**REQUIRED ACTION:** Reproduce, character for character, the entries from their opening line through the line with "Task: Serialize what".

**DATA SHOWN:**

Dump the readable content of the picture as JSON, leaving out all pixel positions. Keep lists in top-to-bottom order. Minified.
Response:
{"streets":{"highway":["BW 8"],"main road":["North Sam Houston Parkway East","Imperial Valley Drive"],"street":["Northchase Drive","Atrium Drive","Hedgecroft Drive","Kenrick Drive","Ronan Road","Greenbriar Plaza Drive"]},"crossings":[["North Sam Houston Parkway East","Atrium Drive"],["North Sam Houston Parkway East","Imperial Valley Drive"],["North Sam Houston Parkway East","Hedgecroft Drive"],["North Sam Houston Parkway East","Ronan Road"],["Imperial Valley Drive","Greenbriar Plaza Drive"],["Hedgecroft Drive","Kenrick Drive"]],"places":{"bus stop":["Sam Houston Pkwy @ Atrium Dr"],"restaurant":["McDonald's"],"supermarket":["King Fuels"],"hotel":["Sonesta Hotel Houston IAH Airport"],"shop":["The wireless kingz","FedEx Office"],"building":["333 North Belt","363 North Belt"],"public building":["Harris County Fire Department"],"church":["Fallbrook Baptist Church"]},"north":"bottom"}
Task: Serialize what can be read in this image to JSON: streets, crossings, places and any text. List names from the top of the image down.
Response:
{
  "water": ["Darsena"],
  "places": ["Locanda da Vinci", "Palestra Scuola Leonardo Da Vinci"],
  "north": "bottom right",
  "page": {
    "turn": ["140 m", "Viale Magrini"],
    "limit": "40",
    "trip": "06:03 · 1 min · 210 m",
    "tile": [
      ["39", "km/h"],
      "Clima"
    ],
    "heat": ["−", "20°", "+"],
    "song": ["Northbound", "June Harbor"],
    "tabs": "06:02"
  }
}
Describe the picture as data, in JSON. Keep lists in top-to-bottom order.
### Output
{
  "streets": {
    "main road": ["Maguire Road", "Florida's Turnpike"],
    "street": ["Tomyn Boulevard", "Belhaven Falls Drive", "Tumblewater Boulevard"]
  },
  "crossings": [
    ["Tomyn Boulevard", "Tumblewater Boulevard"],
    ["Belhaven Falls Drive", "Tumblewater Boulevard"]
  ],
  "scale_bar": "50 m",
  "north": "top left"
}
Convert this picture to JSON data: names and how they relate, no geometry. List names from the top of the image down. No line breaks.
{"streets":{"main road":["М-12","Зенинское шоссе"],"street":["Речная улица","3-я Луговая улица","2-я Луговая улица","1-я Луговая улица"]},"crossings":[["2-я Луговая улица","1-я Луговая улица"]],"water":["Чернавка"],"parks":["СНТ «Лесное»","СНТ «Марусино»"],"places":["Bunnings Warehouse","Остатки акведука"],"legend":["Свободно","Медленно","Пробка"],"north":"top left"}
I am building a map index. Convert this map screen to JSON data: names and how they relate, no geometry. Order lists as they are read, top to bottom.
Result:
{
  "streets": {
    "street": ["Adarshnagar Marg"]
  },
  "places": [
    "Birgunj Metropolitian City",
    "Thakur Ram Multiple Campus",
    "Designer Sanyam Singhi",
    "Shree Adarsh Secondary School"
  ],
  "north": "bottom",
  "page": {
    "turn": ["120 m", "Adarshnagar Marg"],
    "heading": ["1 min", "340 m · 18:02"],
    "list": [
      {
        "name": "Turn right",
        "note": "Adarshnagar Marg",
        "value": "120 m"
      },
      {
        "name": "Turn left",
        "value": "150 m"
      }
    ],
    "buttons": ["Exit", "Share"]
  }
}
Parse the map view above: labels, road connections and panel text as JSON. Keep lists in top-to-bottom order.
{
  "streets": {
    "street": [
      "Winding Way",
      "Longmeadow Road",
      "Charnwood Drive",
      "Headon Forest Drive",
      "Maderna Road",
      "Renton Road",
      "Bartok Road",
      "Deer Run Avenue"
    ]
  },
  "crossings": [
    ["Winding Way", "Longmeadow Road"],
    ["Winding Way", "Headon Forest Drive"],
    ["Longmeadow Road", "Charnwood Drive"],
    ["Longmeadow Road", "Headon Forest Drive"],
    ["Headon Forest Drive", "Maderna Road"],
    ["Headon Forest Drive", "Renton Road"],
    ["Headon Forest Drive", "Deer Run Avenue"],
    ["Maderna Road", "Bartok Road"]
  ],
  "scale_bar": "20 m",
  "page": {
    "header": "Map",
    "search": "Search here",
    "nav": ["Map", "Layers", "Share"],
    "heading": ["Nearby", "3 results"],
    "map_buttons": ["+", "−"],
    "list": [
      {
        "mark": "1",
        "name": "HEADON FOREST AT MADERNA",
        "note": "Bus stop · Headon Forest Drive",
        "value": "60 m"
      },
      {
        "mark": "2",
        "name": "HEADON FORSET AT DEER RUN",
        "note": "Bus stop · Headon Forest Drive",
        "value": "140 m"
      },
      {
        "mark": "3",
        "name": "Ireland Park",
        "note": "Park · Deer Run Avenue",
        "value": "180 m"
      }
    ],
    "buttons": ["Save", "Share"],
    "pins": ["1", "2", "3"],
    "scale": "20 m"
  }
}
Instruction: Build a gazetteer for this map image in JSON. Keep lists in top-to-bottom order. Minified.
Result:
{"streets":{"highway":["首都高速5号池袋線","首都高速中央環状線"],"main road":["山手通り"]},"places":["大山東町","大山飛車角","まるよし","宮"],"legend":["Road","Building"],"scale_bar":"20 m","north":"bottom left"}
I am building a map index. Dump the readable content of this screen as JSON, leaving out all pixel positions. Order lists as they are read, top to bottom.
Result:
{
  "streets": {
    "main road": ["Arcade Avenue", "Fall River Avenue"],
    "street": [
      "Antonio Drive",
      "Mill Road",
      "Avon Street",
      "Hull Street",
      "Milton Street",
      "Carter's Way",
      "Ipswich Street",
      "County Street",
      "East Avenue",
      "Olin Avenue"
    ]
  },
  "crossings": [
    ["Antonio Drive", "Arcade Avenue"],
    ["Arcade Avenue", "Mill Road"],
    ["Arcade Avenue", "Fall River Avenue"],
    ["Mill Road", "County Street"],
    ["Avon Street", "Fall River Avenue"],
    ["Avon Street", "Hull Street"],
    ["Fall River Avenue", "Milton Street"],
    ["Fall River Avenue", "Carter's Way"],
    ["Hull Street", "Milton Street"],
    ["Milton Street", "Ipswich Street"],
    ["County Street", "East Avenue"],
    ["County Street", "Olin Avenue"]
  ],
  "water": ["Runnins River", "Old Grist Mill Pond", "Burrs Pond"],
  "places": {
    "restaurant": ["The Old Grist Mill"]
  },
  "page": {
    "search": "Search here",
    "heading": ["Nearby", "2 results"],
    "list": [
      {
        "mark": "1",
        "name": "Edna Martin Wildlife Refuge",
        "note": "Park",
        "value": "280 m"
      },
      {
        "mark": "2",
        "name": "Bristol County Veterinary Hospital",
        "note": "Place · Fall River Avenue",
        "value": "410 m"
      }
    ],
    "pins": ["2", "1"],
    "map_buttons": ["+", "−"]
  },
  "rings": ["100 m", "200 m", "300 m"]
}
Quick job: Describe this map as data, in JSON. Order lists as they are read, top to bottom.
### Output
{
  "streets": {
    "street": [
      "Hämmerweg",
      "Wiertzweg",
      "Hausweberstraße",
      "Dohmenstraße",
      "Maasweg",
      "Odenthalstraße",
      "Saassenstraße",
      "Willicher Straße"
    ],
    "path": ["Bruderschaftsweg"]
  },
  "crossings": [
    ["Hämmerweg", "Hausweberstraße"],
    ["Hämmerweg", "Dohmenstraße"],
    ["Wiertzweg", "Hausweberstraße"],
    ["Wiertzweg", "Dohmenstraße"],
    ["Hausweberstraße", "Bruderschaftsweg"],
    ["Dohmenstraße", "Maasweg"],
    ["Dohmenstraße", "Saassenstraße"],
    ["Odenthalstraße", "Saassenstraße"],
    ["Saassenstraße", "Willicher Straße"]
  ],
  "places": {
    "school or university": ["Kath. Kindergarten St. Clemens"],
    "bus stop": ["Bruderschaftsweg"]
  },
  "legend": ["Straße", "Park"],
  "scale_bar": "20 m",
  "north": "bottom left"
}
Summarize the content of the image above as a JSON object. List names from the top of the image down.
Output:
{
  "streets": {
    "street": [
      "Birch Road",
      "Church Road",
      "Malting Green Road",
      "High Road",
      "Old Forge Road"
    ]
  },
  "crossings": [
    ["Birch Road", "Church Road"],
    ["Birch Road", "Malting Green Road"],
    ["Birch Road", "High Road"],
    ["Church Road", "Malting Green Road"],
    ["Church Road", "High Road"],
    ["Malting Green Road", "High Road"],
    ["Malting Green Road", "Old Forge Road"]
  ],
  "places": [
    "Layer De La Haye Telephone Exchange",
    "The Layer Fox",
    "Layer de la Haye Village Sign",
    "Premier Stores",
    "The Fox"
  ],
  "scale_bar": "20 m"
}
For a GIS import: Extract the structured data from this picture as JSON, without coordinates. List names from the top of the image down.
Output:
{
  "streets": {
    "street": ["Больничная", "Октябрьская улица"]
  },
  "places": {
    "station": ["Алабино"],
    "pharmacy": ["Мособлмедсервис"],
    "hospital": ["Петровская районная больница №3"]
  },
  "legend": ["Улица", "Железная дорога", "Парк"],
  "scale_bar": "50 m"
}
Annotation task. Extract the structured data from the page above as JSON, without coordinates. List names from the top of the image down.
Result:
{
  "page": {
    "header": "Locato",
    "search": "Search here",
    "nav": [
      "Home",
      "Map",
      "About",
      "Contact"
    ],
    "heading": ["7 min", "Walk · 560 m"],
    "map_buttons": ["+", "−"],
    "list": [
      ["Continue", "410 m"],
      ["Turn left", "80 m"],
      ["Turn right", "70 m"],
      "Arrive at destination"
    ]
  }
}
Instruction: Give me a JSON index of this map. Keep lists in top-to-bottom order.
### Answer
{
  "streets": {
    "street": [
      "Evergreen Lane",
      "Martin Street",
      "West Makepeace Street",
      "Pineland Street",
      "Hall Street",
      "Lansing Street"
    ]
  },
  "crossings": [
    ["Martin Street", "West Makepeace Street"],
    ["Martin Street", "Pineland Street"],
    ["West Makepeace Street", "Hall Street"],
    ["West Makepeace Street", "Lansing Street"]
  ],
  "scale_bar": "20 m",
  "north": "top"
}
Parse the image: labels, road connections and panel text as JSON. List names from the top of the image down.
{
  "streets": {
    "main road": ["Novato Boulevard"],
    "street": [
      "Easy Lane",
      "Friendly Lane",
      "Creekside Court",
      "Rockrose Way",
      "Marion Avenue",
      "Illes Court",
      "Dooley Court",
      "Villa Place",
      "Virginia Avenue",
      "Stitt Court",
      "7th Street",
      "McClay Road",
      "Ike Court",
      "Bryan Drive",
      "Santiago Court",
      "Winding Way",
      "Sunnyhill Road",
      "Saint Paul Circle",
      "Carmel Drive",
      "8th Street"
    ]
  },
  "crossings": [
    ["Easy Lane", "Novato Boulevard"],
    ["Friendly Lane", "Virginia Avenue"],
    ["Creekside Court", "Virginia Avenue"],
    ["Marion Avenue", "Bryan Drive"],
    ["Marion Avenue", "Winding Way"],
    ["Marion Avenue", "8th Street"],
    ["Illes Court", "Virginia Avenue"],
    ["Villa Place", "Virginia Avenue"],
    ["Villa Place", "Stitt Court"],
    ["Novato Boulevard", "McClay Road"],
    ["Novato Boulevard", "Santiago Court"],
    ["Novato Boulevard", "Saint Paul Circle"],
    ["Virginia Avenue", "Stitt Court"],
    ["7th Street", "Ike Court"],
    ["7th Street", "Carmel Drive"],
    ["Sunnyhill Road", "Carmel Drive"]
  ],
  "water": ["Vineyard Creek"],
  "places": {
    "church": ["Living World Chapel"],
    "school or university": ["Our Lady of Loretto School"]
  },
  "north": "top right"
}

**SOLVED PROBLEM:**
Dump the readable content of the picture as JSON, leaving out all pixel positions. Keep lists in top-to-bottom order. Minified.
Response:
{"streets":{"highway":["BW 8"],"main road":["North Sam Houston Parkway East","Imperial Valley Drive"],"street":["Northchase Drive","Atrium Drive","Hedgecroft Drive","Kenrick Drive","Ronan Road","Greenbriar Plaza Drive"]},"crossings":[["North Sam Houston Parkway East","Atrium Drive"],["North Sam Houston Parkway East","Imperial Valley Drive"],["North Sam Houston Parkway East","Hedgecroft Drive"],["North Sam Houston Parkway East","Ronan Road"],["Imperial Valley Drive","Greenbriar Plaza Drive"],["Hedgecroft Drive","Kenrick Drive"]],"places":{"bus stop":["Sam Houston Pkwy @ Atrium Dr"],"restaurant":["McDonald's"],"supermarket":["King Fuels"],"hotel":["Sonesta Hotel Houston IAH Airport"],"shop":["The wireless kingz","FedEx Office"],"building":["333 North Belt","363 North Belt"],"public building":["Harris County Fire Department"],"church":["Fallbrook Baptist Church"]},"north":"bottom"}
Task: Serialize what can be read in this image to JSON: streets, crossings, places and any text. List names from the top of the image down.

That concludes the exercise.